Chemotherapeutic agents, either in the form of systemically injected free drug or encapsulated in nanoparticles transport vehicles, must overcome three main obstacles prior to reaching and interacting with their intended target inside tumor cells. Drugs must leave the circulation, overcome the tissue-tumor barrier and penetrate the cell's plasma membrane. Since, many agents enter the cell by endocytosis, they must avoid entrapment and degradation by the intracellular endolysosome complex. Ultrasound has demonstrated potential to enhance the efficacy of chemotherapy by reducing these barriers. The purpose of this review is to highlight the potential of ultrasound in combination with sonosensitizers to enhance the efficacy of chemotherapy by optimizing the anticancer agent's intracellular ability to engage and interact with its target.

Photodynamic therapy enhances the efficacy of gene-directed enzyme prodrug therapy.

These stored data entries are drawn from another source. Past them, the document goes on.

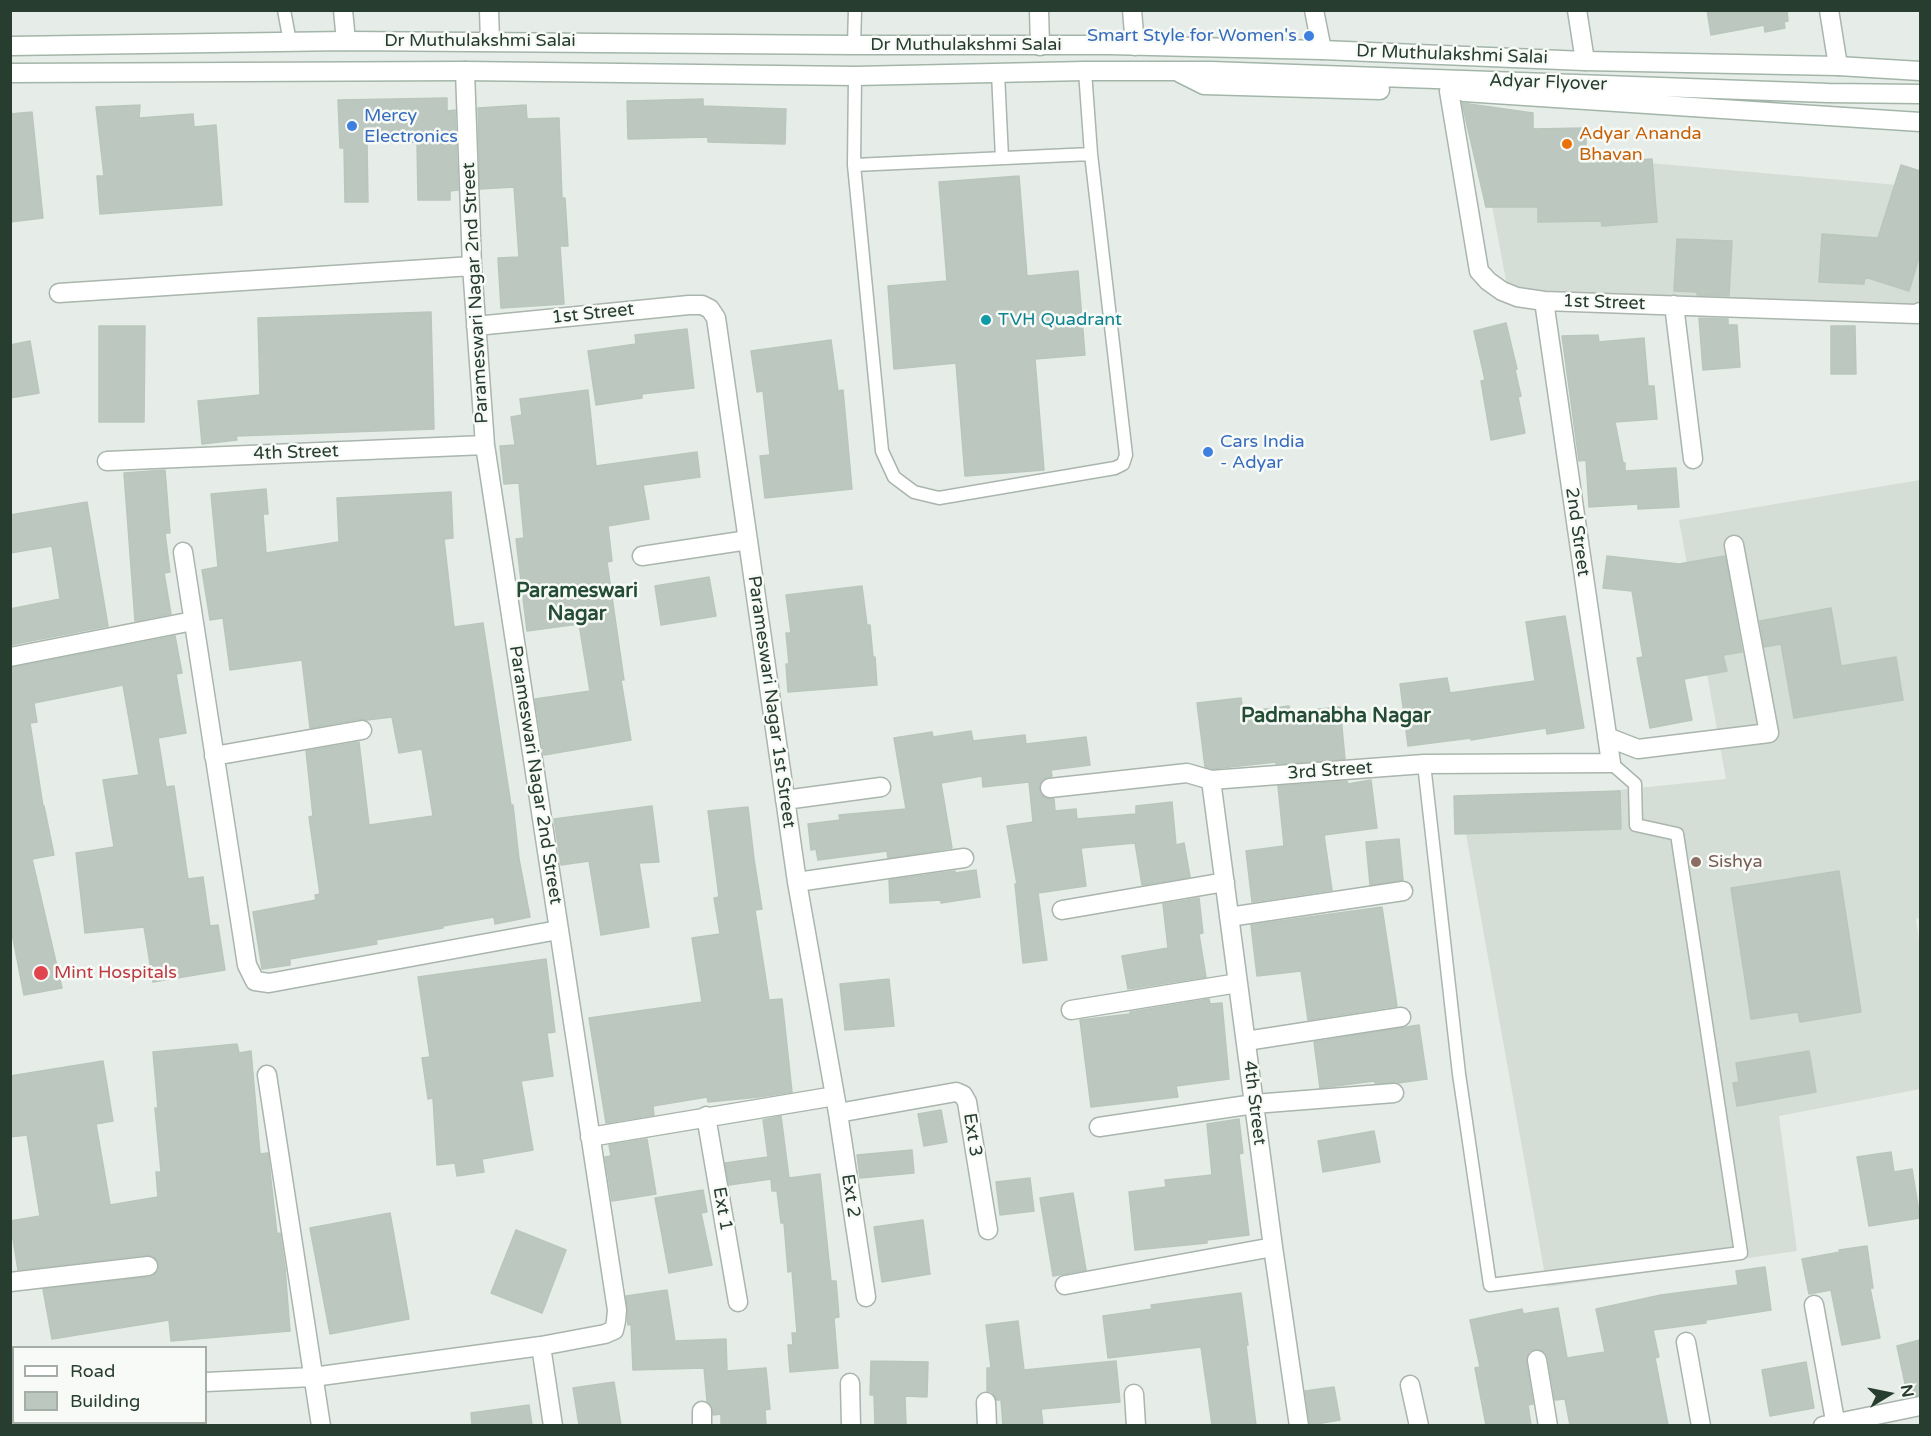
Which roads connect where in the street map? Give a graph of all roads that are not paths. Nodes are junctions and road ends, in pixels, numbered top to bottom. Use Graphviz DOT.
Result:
graph roads {
  1 [pos="284,10"];
  2 [pos="343,10"];
  3 [pos="489,10"];
  4 [pos="855,10"];
  5 [pos="1039,10"];
  6 [pos="1132,10"];
  7 [pos="1314,10"];
  8 [pos="1576,10"];
  9 [pos="1829,10"];
  10 [pos="346,41"];
  11 [pos="490,41"];
  12 [pos="290,42"];
  13 [pos="854,45"];
  14 [pos="10,46"];
  15 [pos="1040,46"];
  16 [pos="1136,46"];
  17 [pos="1322,50"];
  18 [pos="1585,61"];
  19 [pos="1838,66"];
  20 [pos="465,71"];
  21 [pos="1085,71"];
  22 [pos="1176,71"];
  23 [pos="1920,71"];
  24 [pos="10,73"];
  25 [pos="998,73"];
  26 [pos="855,75"];
  27 [pos="1449,91"];
  28 [pos="1920,94"];
  29 [pos="1920,123"];
  30 [pos="1091,154"];
  31 [pos="1002,158"];
  32 [pos="854,165"];
  33 [pos="472,266"];
  34 [pos="59,293"];
  35 [pos="1544,301"];
  36 [pos="1674,305"];
  37 [pos="710,309"];
  38 [pos="1920,312"];
  39 [pos="476,326"];
  40 [pos="485,445"];
  41 [pos="1693,459"];
  42 [pos="107,461"];
  43 [pos="748,540"];
  44 [pos="1734,545"];
  45 [pos="183,552"];
  46 [pos="642,556"];
  47 [pos="193,621"];
  48 [pos="10,657"];
  49 [pos="362,730"];
  50 [pos="1607,737"];
  51 [pos="214,756"];
  52 [pos="1611,763"];
  53 [pos="1424,764"];
  54 [pos="1211,780"];
  55 [pos="881,787"];
  56 [pos="1050,788"];
  57 [pos="785,800"];
  58 [pos="964,858"];
  59 [pos="797,882"];
  60 [pos="1225,882"];
  61 [pos="1402,891"];
  62 [pos="1062,910"];
  63 [pos="1229,917"];
  64 [pos="558,930"];
  65 [pos="1238,983"];
  66 [pos="1071,1010"];
  67 [pos="1401,1017"];
  68 [pos="1246,1041"];
  69 [pos="267,1075"];
  70 [pos="1394,1092"];
  71 [pos="1254,1104"];
  72 [pos="836,1105"];
  73 [pos="706,1116"];
  74 [pos="1099,1126"];
  75 [pos="590,1137"];
  76 [pos="988,1230"];
  77 [pos="1273,1247"];
  78 [pos="148,1266"];
  79 [pos="10,1282"];
  80 [pos="1065,1285"];
  81 [pos="866,1297"];
  82 [pos="738,1302"];
  83 [pos="1814,1305"];
  84 [pos="1686,1342"];
  85 [pos="541,1346"];
  86 [pos="1537,1360"];
  87 [pos="314,1377"];
  88 [pos="207,1382"];
  89 [pos="850,1383"];
  90 [pos="1410,1384"];
  91 [pos="1134,1394"];
  92 [pos="986,1402"];
  93 [pos="1920,1406"];
  94 [pos="321,1425"];
  95 [pos="553,1425"];
  96 [pos="851,1425"];
  97 [pos="987,1425"];
  98 [pos="1136,1425"];
  99 [pos="1299,1425"];
  100 [pos="1419,1425"];
  101 [pos="1548,1425"];
  102 [pos="1701,1425"];
  103 [pos="1831,1425"];
  1 -- 12 [label="lane"];
  2 -- 10 [label="street"];
  3 -- 11 [label="street"];
  4 -- 13 [label="lane"];
  5 -- 15 [label="street"];
  6 -- 16 [label="street"];
  7 -- 17 [label="street"];
  8 -- 18 [label="street"];
  9 -- 19 [label="street"];
  10 -- 11 [label="street, Dr Muthulakshmi Salai"];
  10 -- 12 [label="street, Dr Muthulakshmi Salai"];
  11 -- 13 [label="street, Dr Muthulakshmi Salai"];
  12 -- 14 [label="street, Dr Muthulakshmi Salai"];
  13 -- 15 [label="street, Dr Muthulakshmi Salai"];
  15 -- 16 [label="street, Dr Muthulakshmi Salai"];
  16 -- 17 [label="street, Dr Muthulakshmi Salai"];
  17 -- 18 [label="street, Dr Muthulakshmi Salai"];
  18 -- 19 [label="street, Dr Muthulakshmi Salai"];
  19 -- 23 [label="street, Dr Muthulakshmi Salai"];
  20 -- 24 [label="street, Dr Muthulakshmi Salai"];
  20 -- 26 [label="street, Dr Muthulakshmi Salai"];
  20 -- 33 [label="street, Parameswari Nagar 2nd Street"];
  21 -- 22 [label="street, Dr Muthulakshmi Salai"];
  21 -- 25 [label="street, Dr Muthulakshmi Salai"];
  21 -- 30 [label="lane"];
  22 -- 27 [label="street"];
  22 -- 28 [label="street, Adyar Flyover"];
  25 -- 26 [label="street, Dr Muthulakshmi Salai"];
  25 -- 31 [label="lane"];
  26 -- 32 [label="lane"];
  27 -- 29 [label="street"];
  27 -- 35 [label="street, 1st Street"];
  30 -- 31 [label="lane"];
  30 -- 32 [label="lane"];
  31 -- 32 [label="lane"];
  33 -- 34 [label="street"];
  33 -- 39 [label="street, Parameswari Nagar 2nd Street"];
  35 -- 36 [label="street, 1st Street"];
  35 -- 50 [label="street, 2nd Street"];
  36 -- 38 [label="street, 1st Street"];
  36 -- 41 [label="street"];
  37 -- 39 [label="street, 1st Street"];
  37 -- 43 [label="street, Parameswari Nagar 1st Street"];
  39 -- 40 [label="street, Parameswari Nagar 2nd Street"];
  40 -- 42 [label="street, 4th Street"];
  40 -- 64 [label="street, Parameswari Nagar 2nd Street"];
  43 -- 46 [label="street"];
  43 -- 57 [label="street, Parameswari Nagar 1st Street"];
  44 -- 50 [label="street"];
  45 -- 47 [label="street"];
  47 -- 48 [label="street"];
  47 -- 51 [label="street"];
  49 -- 51 [label="street"];
  50 -- 52 [label="street, 2nd Street"];
  51 -- 64 [label="street"];
  52 -- 53 [label="street, 3rd Street"];
  52 -- 53 [label="lane"];
  53 -- 54 [label="street, 3rd Street"];
  54 -- 56 [label="street, 3rd Street"];
  54 -- 60 [label="street, 4th Street"];
  55 -- 57 [label="street"];
  57 -- 59 [label="street, Parameswari Nagar 1st Street"];
  58 -- 59 [label="street"];
  59 -- 72 [label="street, Parameswari Nagar 1st Street"];
  60 -- 62 [label="street"];
  60 -- 63 [label="street, 4th Street"];
  61 -- 63 [label="street"];
  63 -- 65 [label="street, 4th Street"];
  64 -- 75 [label="street, Parameswari Nagar 2nd Street"];
  65 -- 66 [label="street"];
  65 -- 68 [label="street, 4th Street"];
  67 -- 68 [label="street"];
  68 -- 71 [label="street, 4th Street"];
  69 -- 87 [label="street"];
  70 -- 71 [label="street"];
  71 -- 74 [label="street"];
  71 -- 77 [label="street, 4th Street"];
  72 -- 73 [label="street"];
  72 -- 76 [label="street, Ext 3"];
  72 -- 81 [label="street, Ext 2"];
  73 -- 75 [label="street"];
  73 -- 82 [label="street, Ext 1"];
  75 -- 85 [label="street, Parameswari Nagar 2nd Street"];
  77 -- 80 [label="street"];
  77 -- 99 [label="street, 4th Street"];
  78 -- 79 [label="street"];
  83 -- 103 [label="street"];
  84 -- 102 [label="street"];
  85 -- 87 [label="street"];
  85 -- 95 [label="street"];
  86 -- 101 [label="street"];
  87 -- 88 [label="street"];
  87 -- 94 [label="street"];
  89 -- 96 [label="street"];
  90 -- 100 [label="street"];
  91 -- 98 [label="street"];
  92 -- 97 [label="street"];
  93 -- 103 [label="street"];
}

INTRODUCTION: Gene-directed enzyme prodrug therapy (GDEPT) employing the cytosine deaminase (CD) gene, which encodes an enzyme that converts the nontoxic agent 5-fluorocytosine (5-FC) into the chemotherapeutic drug 5-fluorouracil (5-FU), has shown promise both in experimental animals and in clinical trials. Nevertheless, with the transfection systems available presently the percentage of tumor cells incorporating the desired gene is usually too low for successful therapy. We have examined the ability of photodynamic therapy (PDT) to enhance the efficacy of the metabolites, converted from 5-FC by CD gene transfected rat glioma cells. METHODS: Hybrid tumor cell spheroids consisting of CD poitive and CD negative F98 glioma cells in varying ratios were used as in vitro tumor models. PDT was performed with the photosensitizer AlPcS2a and λ=670nm laser irradiance, both before and after confrontation with 5-FC. RESULTS: PDT increased the toxicity of 5-FU either as pure drug or derived from monolayers of CD positive cells chalanged with 5-FC. PDT in combination with 5-FC resulted in a significantly enhanced inhibition of hybrid spheroid growth compared to non light treated controls. This was the case even at tumor to producer cell ratios as high as 40:1. CONCLUSION: The results of the present study show that GDEPT and PDT interact in a synergistic manner over a range of prodrug concentration and tumor to transfected cell ratios. The degree of synergy was significant regardless if PDT treatment was given before or after 5-FC administration. The highest degree of interaction was observed though, when PDT was delivered prior to prodrug exposure.